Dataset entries
-- Opening Marker --

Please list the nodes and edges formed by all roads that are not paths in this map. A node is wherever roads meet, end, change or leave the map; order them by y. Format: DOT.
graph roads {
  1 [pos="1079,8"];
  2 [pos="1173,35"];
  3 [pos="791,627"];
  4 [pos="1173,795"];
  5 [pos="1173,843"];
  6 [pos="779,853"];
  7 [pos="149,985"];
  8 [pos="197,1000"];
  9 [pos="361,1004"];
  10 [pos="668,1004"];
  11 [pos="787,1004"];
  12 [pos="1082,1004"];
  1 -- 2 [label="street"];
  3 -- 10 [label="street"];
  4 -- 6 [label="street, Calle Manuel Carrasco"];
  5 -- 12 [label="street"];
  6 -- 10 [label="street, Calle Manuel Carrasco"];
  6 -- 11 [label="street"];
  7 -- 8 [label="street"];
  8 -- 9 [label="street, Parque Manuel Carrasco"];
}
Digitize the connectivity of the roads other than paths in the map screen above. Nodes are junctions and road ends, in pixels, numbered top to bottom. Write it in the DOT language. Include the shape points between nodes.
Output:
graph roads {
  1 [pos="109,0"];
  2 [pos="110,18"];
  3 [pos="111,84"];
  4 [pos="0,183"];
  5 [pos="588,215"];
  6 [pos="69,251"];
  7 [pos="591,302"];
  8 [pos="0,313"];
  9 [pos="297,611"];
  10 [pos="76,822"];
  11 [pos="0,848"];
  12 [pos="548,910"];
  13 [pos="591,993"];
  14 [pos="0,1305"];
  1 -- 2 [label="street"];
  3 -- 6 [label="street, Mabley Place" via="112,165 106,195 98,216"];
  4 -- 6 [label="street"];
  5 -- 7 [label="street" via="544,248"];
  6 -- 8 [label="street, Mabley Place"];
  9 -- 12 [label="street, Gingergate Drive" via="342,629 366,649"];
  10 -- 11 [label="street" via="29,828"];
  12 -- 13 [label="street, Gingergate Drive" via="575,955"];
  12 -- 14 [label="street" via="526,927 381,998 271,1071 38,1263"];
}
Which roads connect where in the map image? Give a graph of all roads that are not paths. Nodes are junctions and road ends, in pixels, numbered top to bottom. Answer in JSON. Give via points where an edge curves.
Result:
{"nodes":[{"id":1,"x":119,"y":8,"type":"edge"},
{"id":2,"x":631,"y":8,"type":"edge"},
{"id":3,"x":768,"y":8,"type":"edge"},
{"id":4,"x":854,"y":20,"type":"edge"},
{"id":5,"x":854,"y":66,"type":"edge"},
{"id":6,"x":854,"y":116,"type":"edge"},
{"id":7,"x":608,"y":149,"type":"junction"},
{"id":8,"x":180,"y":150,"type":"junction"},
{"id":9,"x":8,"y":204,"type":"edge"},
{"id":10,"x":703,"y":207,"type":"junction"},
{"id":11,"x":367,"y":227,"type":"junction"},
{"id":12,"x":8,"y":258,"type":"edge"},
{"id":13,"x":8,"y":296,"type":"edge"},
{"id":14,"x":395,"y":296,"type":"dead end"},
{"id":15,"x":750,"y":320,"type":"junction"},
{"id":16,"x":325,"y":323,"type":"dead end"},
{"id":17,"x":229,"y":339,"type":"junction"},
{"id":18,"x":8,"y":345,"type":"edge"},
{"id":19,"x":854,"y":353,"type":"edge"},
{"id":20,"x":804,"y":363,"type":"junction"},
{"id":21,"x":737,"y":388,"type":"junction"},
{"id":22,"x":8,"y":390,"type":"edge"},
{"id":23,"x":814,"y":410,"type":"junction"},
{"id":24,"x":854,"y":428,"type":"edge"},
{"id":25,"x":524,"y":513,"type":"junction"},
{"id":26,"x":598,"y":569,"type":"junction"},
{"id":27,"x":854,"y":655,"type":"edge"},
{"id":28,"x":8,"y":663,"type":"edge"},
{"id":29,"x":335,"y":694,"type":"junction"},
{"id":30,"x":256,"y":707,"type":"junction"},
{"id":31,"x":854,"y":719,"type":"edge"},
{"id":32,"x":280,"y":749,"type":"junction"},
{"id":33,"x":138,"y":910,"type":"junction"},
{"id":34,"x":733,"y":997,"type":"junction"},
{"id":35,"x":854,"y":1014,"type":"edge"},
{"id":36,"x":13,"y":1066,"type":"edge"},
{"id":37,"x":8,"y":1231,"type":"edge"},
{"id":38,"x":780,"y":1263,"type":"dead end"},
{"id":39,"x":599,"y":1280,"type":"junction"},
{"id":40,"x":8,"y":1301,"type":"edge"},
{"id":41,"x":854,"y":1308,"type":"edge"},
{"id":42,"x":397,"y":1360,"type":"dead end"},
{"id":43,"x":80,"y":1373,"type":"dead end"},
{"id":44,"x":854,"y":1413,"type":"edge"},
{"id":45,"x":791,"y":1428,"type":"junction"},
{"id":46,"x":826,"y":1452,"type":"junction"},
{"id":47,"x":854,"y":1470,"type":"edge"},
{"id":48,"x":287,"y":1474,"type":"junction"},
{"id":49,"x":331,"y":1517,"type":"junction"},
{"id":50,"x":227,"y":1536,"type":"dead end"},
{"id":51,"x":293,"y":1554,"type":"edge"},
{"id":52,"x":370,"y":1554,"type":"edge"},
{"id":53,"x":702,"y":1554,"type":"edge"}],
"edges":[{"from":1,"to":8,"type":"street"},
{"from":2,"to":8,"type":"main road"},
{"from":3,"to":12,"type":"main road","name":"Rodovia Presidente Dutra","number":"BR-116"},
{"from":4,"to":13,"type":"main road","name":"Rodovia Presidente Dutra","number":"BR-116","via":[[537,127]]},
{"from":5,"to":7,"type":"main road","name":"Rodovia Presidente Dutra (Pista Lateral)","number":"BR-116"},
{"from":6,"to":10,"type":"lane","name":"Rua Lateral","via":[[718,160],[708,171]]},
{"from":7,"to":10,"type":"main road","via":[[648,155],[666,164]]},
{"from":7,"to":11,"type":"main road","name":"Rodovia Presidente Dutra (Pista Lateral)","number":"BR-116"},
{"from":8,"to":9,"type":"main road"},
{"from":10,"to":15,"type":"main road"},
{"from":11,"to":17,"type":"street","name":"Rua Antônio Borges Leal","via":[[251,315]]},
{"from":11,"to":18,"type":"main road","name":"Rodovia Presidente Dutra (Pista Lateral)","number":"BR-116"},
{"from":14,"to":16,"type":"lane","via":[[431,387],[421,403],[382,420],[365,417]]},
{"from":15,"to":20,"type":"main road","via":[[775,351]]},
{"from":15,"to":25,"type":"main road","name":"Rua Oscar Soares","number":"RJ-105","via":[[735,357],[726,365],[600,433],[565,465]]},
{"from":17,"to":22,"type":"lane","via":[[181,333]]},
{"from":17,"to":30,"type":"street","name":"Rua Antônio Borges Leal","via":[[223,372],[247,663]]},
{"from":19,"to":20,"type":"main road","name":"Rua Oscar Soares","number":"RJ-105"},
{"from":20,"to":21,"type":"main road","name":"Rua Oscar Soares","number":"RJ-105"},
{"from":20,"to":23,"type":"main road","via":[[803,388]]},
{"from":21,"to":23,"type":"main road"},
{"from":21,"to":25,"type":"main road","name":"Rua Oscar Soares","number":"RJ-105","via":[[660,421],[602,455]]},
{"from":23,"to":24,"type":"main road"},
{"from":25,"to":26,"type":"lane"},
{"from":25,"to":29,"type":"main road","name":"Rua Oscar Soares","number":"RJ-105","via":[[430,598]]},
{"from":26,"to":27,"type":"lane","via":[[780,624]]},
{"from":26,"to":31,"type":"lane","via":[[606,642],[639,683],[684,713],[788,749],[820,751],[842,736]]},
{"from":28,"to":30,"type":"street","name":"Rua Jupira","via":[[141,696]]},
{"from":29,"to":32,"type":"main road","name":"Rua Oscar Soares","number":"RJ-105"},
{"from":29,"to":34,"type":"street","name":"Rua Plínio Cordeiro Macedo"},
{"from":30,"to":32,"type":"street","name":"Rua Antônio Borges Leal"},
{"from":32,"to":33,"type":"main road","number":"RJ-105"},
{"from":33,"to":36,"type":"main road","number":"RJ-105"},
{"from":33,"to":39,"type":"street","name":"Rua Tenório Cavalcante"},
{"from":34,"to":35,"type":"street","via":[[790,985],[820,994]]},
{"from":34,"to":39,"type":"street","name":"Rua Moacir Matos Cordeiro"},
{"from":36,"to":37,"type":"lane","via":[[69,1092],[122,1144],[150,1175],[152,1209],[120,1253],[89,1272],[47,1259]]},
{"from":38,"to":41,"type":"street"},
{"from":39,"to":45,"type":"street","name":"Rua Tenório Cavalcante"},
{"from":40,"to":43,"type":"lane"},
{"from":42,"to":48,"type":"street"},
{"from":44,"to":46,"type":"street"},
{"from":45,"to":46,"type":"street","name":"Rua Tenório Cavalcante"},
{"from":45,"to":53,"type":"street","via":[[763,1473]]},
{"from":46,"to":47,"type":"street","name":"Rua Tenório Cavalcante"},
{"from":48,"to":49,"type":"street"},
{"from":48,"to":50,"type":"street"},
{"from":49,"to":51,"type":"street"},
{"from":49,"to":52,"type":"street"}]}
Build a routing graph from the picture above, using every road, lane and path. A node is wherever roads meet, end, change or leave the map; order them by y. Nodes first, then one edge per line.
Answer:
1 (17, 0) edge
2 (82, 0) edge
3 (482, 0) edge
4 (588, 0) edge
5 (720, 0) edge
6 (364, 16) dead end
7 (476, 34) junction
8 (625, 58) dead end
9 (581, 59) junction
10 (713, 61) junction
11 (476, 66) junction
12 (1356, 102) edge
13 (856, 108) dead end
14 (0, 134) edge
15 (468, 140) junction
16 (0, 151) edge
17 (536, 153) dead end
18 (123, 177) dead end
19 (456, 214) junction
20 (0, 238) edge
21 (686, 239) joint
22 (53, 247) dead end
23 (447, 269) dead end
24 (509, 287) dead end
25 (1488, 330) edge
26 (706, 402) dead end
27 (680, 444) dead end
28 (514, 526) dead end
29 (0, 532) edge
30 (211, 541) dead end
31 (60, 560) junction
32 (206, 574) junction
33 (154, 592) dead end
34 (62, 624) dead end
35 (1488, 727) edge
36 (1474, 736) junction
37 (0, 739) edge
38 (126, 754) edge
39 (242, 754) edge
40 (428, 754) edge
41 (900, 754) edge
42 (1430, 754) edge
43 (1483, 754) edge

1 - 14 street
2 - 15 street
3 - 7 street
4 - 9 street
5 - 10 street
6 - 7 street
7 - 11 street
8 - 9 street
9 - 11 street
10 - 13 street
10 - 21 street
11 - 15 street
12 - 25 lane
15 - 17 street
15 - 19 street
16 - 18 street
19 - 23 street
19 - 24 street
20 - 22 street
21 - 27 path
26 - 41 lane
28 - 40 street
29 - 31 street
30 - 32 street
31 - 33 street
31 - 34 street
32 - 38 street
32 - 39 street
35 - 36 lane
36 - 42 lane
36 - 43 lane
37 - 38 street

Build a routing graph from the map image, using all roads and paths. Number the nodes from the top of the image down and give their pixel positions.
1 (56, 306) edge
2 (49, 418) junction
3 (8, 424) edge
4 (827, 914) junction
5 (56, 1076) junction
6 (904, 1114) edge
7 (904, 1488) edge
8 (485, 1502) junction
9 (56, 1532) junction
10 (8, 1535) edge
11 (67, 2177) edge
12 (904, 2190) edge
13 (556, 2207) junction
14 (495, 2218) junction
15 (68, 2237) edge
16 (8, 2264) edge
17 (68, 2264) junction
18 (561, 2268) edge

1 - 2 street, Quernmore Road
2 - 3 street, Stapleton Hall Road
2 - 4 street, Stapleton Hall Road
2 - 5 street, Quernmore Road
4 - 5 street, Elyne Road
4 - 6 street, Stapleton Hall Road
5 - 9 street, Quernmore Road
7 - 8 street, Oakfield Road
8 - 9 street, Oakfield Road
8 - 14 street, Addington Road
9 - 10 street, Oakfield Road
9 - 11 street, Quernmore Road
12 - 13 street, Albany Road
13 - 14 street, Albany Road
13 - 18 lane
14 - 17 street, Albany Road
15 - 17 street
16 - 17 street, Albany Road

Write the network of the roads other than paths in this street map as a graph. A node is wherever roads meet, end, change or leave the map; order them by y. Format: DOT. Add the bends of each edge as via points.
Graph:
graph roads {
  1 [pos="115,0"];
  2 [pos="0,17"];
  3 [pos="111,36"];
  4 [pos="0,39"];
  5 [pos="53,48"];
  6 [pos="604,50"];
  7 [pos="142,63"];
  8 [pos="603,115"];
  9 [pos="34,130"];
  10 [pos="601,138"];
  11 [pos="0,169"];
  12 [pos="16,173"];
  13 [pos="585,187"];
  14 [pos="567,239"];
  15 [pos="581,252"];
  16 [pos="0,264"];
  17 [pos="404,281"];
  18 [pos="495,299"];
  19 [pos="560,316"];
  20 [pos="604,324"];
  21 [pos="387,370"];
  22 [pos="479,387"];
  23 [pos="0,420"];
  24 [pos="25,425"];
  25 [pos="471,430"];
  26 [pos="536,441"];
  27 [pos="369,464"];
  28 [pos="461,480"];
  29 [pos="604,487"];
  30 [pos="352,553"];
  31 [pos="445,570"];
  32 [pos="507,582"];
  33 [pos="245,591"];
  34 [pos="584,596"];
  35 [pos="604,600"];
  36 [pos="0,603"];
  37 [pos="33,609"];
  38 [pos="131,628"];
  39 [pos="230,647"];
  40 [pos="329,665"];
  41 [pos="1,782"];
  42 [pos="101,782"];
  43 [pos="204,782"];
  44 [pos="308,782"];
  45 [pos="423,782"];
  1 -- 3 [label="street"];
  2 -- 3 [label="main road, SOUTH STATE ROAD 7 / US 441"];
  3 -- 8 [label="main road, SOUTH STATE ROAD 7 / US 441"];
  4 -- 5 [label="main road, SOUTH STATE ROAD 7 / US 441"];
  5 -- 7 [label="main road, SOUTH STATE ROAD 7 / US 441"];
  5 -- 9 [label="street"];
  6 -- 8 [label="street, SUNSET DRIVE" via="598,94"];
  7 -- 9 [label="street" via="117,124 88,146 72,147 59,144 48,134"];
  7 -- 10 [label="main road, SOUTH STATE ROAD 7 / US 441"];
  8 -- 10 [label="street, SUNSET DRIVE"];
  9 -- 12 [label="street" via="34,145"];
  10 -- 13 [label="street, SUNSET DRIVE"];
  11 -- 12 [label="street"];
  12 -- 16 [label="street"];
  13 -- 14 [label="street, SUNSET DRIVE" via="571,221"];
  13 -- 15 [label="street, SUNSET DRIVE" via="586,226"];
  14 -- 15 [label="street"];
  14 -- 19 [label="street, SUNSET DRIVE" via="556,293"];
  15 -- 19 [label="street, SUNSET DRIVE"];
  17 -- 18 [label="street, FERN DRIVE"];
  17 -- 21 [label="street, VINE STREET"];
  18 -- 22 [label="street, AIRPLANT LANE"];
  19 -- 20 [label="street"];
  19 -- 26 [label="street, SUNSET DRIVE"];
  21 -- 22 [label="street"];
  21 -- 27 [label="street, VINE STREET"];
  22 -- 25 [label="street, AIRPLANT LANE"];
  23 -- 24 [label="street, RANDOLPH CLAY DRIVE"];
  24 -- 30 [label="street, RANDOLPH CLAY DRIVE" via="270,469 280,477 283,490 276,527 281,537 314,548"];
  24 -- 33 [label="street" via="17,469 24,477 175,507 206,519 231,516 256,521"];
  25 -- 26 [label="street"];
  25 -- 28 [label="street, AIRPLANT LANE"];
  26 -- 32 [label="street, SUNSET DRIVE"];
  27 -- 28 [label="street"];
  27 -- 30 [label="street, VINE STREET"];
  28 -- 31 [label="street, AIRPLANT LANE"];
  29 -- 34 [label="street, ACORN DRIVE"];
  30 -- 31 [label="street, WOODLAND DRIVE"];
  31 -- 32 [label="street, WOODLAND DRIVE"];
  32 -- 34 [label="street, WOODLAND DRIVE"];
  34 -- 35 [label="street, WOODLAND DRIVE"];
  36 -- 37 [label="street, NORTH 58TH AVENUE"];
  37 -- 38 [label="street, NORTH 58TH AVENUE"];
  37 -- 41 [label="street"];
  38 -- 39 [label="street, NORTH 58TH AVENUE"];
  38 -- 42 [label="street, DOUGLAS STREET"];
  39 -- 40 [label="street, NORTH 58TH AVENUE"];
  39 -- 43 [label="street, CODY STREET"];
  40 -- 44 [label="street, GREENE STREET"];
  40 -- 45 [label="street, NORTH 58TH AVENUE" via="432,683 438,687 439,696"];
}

-- Closing Marker --

## Work item:
Check each line of the entries above for the string "pixels", and return those that contain it.

## Written response:
Digitize the connectivity of the roads other than paths in the map screen above. Nodes are junctions and road ends, in pixels, numbered top to bottom. Write it in the DOT language. Include the shape points between nodes.
Which roads connect where in the map image? Give a graph of all roads that are not paths. Nodes are junctions and road ends, in pixels, numbered top to bottom. Answer in JSON. Give via points where an edge curves.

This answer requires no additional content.